(GIVEN DATA)

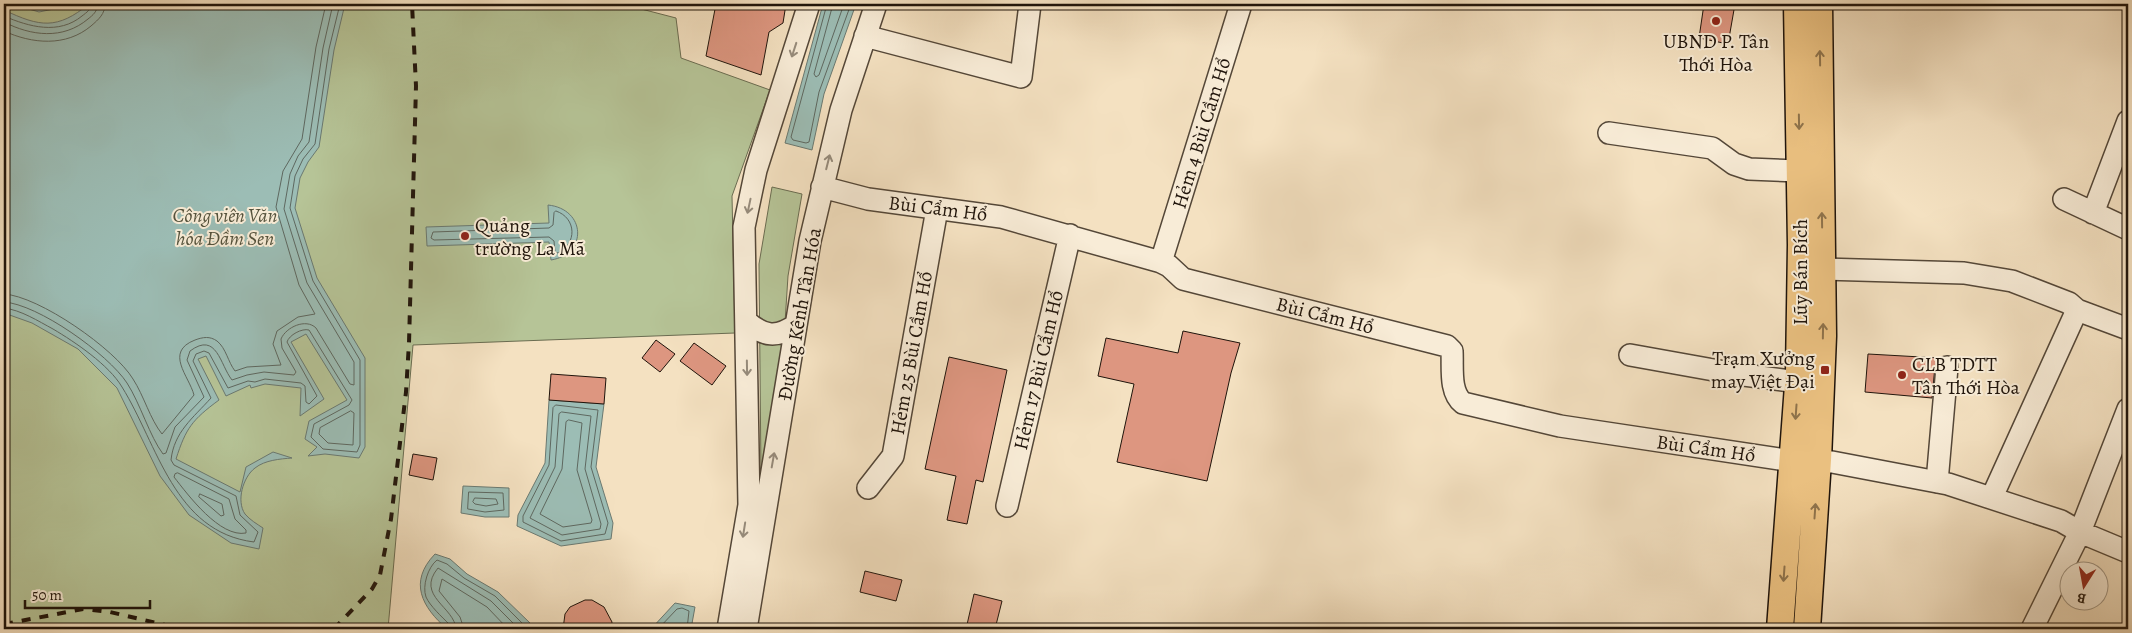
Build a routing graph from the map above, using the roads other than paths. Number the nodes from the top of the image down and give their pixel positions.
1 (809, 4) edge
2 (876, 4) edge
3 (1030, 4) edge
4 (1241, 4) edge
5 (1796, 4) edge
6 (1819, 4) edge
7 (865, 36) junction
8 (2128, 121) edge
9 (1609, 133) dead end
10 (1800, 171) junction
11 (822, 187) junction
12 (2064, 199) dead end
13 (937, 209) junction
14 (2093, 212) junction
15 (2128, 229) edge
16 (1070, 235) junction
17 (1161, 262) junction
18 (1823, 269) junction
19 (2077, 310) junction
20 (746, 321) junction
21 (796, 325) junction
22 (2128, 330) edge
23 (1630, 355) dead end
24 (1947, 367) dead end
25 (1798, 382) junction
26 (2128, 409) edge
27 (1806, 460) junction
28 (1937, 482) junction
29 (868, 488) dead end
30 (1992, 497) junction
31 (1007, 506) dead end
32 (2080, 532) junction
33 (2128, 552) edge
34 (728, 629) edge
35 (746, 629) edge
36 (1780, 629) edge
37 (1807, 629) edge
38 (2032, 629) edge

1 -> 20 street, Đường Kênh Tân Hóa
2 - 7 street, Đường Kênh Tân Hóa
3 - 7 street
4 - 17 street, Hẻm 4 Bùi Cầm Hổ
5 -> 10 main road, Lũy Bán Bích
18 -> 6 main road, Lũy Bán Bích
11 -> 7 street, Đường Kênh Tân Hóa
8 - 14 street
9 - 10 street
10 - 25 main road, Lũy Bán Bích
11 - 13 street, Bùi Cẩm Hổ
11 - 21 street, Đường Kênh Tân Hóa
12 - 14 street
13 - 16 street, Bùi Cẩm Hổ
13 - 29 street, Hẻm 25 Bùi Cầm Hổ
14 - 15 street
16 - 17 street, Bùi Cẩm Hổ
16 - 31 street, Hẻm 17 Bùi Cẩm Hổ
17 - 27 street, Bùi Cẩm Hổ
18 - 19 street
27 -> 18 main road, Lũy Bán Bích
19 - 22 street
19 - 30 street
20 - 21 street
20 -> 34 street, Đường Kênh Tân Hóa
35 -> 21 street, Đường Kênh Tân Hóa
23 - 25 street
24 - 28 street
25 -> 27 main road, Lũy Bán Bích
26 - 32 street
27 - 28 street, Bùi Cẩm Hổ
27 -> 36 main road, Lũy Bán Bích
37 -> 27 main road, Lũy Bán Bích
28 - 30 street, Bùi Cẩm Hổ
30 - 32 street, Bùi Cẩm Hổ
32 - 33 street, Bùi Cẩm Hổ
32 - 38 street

(End GIVEN DATA)
(GIVEN DATA)

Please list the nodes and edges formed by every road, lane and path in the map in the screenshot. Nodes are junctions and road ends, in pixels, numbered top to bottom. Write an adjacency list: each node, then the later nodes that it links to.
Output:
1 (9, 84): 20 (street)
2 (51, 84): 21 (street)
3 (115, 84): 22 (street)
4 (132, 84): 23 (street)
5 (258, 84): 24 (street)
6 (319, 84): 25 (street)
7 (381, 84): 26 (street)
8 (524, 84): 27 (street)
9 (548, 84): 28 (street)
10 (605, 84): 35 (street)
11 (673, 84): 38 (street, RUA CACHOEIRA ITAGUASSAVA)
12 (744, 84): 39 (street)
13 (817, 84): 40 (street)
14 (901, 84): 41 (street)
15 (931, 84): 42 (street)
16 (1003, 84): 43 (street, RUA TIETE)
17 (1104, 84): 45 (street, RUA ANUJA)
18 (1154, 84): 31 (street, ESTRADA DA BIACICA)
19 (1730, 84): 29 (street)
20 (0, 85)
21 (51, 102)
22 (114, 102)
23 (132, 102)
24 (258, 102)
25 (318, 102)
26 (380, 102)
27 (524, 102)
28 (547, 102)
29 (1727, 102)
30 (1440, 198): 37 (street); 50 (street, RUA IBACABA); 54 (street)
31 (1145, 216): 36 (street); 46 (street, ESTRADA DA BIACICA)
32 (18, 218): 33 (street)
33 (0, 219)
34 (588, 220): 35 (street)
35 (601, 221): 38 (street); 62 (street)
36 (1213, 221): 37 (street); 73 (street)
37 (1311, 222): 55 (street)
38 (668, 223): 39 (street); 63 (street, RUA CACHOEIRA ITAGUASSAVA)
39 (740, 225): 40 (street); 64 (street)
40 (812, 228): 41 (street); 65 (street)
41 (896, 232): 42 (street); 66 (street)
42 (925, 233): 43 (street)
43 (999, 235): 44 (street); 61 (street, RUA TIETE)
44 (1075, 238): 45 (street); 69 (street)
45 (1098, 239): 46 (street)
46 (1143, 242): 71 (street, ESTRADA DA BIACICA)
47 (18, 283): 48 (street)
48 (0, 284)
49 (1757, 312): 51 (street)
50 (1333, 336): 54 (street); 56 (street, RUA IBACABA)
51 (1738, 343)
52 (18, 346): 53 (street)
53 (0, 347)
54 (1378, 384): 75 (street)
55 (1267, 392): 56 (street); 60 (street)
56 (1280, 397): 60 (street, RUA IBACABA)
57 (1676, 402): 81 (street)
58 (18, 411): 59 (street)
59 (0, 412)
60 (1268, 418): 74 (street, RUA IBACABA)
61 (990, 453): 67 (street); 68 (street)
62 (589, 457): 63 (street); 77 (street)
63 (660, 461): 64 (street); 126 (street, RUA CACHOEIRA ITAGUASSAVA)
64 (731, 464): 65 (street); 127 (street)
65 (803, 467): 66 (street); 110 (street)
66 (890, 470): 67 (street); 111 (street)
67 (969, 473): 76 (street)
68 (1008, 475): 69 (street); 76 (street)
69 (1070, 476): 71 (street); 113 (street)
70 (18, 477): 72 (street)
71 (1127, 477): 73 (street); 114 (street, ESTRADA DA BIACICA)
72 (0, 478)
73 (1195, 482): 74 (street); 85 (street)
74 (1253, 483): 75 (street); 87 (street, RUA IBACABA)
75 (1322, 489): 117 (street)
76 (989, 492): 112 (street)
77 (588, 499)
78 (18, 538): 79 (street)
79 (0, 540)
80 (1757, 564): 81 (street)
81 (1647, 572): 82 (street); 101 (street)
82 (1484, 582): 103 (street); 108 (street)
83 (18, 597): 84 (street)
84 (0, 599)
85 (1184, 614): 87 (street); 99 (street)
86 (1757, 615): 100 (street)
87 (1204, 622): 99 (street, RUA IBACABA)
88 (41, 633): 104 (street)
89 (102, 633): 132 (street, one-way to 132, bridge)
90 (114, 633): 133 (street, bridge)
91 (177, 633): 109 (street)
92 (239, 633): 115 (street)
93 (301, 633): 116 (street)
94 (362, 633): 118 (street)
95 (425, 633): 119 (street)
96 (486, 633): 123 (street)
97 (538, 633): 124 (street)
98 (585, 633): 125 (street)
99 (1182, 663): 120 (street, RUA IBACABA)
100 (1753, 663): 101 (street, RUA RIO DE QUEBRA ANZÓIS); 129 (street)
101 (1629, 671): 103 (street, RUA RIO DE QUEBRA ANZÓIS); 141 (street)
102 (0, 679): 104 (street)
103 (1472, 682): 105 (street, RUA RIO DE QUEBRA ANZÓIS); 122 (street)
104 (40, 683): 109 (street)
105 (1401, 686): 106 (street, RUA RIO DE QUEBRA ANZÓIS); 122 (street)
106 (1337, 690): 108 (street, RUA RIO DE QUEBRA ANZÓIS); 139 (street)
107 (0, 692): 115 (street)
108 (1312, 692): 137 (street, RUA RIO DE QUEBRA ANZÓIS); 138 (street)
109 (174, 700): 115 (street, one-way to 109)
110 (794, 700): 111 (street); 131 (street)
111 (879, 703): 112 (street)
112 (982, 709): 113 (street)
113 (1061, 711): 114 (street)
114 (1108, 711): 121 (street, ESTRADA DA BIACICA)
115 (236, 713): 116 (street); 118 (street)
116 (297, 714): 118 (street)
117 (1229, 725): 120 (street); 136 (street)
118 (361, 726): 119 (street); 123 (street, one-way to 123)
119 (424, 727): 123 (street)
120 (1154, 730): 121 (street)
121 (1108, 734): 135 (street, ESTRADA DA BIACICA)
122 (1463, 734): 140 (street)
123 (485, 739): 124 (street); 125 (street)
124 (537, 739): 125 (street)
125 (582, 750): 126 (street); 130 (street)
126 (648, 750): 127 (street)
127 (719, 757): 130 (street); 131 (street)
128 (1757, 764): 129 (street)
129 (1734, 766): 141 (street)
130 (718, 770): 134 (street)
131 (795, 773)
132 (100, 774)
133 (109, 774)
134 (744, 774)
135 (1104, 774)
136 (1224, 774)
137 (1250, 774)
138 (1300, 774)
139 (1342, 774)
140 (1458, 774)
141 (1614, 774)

(End GIVEN DATA)

WORK REQUIRED
Which lines of the data contain "ESTRADA"? Copy them all.

YOUR RESPONSE
18 (1154, 84): 31 (street, ESTRADA DA BIACICA)
31 (1145, 216): 36 (street); 46 (street, ESTRADA DA BIACICA)
46 (1143, 242): 71 (street, ESTRADA DA BIACICA)
71 (1127, 477): 73 (street); 114 (street, ESTRADA DA BIACICA)
114 (1108, 711): 121 (street, ESTRADA DA BIACICA)
121 (1108, 734): 135 (street, ESTRADA DA BIACICA)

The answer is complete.